Whatever persons may do in a "perfect state of society" in sharing without price the fruits of their labors with others, it must be apparent to the dullest observer that the wonderful growth of the useful arts in this country is due thus far to the protection given by our Government to the property in inventions, which is as sacred as any other class of property, and whose value is determined by the same general law of supply and demand.

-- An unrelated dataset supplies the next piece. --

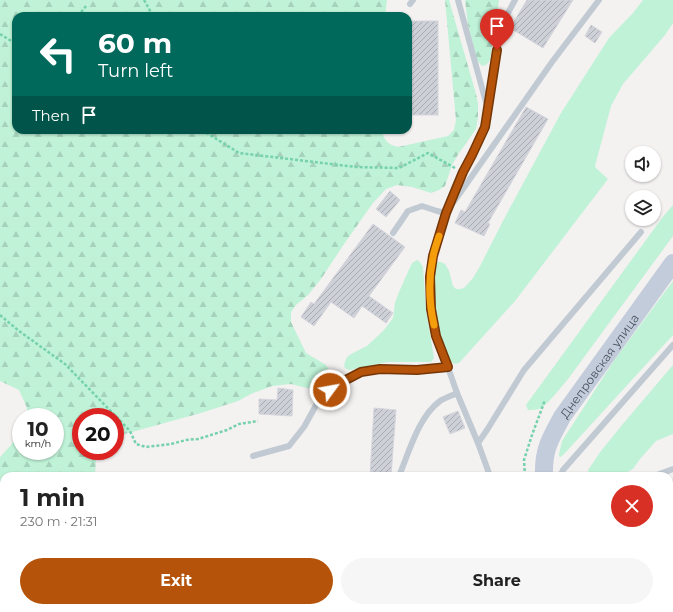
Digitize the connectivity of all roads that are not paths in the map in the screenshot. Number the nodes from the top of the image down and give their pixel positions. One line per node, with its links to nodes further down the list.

It may be safely said that two thirds of the manufacturing interests of the country are based upon patents, and the welfare of all such interests are intimately connected with the welfare of the patent system. During the past seven years a larger number of applications for patents were filed and patents granted than during the entire seventy eight preceding years, reaching back to the enactment of the first patent law. The needs of the Office have advanced in proportion to this sudden and vast increase of work, but have been but partly supplied. Nay, in fact its already scanty force and accommodations have been actually reduced at a time when most required. If these vast interests and the future promotion of science and the useful arts are to be encouraged, a liberal recognition must be made of the wants of this Office.
The Examining Corps, the duties in which are the most arduous and exacting, comprises gentlemen of legal as well as scientific attainments. It should be reinforced by more of the same character. They should be relieved, by legislation, of continual embarrassment by reason of meager salaries and fears of removal incident to merely political changes. The Office would then be spared the continual loss of its most experienced and efficient men.
In conclusion, I would state that several of the recommendations herein made are repetitions in another form of the recommendations of my predecessors, and are made more and more urgent as time advances.